STORED DATA START

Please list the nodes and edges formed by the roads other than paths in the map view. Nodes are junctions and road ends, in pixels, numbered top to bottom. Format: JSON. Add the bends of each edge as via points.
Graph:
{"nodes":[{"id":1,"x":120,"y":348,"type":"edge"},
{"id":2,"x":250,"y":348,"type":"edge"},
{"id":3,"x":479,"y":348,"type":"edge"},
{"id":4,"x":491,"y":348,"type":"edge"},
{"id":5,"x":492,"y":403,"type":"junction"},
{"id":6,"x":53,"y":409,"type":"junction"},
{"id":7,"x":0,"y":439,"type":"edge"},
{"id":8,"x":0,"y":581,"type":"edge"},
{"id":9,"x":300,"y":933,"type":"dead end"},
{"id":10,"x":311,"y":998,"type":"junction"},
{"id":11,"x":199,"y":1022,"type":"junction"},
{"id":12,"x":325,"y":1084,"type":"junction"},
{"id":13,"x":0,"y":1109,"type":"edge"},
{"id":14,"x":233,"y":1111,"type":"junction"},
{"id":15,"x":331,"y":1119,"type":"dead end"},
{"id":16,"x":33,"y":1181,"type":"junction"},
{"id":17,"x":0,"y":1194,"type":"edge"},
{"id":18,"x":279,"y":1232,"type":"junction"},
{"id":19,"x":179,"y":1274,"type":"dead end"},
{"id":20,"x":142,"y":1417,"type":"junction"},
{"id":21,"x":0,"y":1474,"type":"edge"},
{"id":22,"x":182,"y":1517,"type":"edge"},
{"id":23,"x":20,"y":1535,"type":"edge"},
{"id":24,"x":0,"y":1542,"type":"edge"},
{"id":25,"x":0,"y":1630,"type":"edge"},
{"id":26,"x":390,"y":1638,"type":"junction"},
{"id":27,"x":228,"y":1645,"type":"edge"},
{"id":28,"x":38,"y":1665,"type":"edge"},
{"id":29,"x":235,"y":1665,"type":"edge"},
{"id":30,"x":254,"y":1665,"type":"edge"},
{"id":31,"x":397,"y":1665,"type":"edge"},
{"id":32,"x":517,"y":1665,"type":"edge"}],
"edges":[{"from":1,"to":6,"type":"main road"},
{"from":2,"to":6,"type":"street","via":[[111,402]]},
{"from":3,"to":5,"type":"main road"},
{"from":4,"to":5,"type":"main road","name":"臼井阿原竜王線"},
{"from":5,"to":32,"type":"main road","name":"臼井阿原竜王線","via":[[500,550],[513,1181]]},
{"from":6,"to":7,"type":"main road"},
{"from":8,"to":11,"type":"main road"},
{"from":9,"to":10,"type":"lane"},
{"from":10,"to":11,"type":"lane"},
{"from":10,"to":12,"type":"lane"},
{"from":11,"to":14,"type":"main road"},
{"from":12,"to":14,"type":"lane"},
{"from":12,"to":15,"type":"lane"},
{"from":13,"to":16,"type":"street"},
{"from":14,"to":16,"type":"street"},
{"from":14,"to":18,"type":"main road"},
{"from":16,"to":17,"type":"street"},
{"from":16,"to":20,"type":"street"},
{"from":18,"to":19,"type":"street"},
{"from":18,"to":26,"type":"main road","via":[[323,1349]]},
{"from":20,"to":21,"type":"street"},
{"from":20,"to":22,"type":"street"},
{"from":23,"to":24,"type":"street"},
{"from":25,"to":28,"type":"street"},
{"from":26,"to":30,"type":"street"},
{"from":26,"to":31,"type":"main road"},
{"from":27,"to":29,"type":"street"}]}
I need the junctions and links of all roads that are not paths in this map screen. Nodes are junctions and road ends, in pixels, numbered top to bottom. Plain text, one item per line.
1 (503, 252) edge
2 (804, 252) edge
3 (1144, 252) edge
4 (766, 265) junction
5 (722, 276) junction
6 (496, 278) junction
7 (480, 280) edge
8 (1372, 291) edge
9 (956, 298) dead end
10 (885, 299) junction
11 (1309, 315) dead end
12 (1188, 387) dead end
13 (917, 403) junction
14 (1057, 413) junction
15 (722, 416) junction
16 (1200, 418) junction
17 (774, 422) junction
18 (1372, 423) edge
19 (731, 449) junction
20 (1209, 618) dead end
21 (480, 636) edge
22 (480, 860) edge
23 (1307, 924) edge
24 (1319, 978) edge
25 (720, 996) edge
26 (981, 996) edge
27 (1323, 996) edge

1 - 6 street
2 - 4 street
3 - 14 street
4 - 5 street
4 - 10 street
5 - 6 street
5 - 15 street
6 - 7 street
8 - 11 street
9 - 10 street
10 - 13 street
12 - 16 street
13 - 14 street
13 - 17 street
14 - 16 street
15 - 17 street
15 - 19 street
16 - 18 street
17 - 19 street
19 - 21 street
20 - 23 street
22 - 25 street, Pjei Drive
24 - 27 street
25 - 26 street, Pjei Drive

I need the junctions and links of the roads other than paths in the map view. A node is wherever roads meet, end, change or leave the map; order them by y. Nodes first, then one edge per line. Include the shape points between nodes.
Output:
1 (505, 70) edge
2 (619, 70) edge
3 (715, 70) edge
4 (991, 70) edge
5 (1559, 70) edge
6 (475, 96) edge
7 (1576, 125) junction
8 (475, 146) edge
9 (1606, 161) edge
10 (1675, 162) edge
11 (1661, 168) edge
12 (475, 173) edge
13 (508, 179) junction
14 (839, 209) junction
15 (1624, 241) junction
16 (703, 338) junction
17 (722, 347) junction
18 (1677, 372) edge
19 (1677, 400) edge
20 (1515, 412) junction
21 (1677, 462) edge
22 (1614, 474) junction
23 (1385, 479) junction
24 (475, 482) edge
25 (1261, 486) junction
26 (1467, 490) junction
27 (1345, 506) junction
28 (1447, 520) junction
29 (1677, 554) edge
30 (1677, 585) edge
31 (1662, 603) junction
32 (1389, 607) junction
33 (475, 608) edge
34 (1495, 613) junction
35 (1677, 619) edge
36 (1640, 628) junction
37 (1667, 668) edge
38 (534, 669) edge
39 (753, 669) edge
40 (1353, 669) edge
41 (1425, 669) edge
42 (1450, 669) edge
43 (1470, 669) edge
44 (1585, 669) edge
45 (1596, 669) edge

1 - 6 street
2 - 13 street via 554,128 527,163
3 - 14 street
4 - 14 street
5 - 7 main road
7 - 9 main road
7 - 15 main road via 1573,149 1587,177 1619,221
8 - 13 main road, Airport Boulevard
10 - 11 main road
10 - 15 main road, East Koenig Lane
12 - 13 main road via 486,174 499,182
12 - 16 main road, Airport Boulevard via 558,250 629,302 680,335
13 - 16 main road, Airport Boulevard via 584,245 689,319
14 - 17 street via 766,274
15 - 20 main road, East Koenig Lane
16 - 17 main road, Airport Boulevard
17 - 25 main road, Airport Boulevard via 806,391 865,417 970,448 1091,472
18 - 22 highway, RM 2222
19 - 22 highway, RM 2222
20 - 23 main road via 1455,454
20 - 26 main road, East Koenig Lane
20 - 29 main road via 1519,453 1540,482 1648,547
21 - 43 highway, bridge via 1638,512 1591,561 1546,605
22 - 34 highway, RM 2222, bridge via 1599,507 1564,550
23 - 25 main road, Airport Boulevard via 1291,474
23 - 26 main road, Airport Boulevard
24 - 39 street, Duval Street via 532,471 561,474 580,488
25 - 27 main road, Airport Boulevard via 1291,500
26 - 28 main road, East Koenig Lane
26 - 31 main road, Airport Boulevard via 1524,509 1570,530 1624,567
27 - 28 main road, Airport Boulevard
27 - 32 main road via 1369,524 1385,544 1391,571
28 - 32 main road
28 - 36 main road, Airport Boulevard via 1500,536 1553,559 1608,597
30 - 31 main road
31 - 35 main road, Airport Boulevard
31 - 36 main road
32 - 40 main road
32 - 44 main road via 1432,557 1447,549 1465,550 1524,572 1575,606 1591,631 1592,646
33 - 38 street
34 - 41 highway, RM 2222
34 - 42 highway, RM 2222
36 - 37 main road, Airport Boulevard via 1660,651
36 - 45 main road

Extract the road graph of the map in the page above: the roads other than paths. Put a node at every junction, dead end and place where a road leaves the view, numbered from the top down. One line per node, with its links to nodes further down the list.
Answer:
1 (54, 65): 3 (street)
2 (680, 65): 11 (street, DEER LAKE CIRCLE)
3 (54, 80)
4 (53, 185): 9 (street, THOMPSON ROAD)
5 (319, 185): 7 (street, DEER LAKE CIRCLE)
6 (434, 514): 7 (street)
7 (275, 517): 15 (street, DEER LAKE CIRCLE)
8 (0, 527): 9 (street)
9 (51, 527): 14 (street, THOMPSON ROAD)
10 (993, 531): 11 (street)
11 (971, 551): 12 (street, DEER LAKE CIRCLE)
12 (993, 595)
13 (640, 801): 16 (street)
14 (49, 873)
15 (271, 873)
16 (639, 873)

STORED DATA END

Search the data above for the word "highway". Copy each line it is in.

18 - 22 highway, RM 2222
19 - 22 highway, RM 2222
21 - 43 highway, bridge via 1638,512 1591,561 1546,605
22 - 34 highway, RM 2222, bridge via 1599,507 1564,550
34 - 41 highway, RM 2222
34 - 42 highway, RM 2222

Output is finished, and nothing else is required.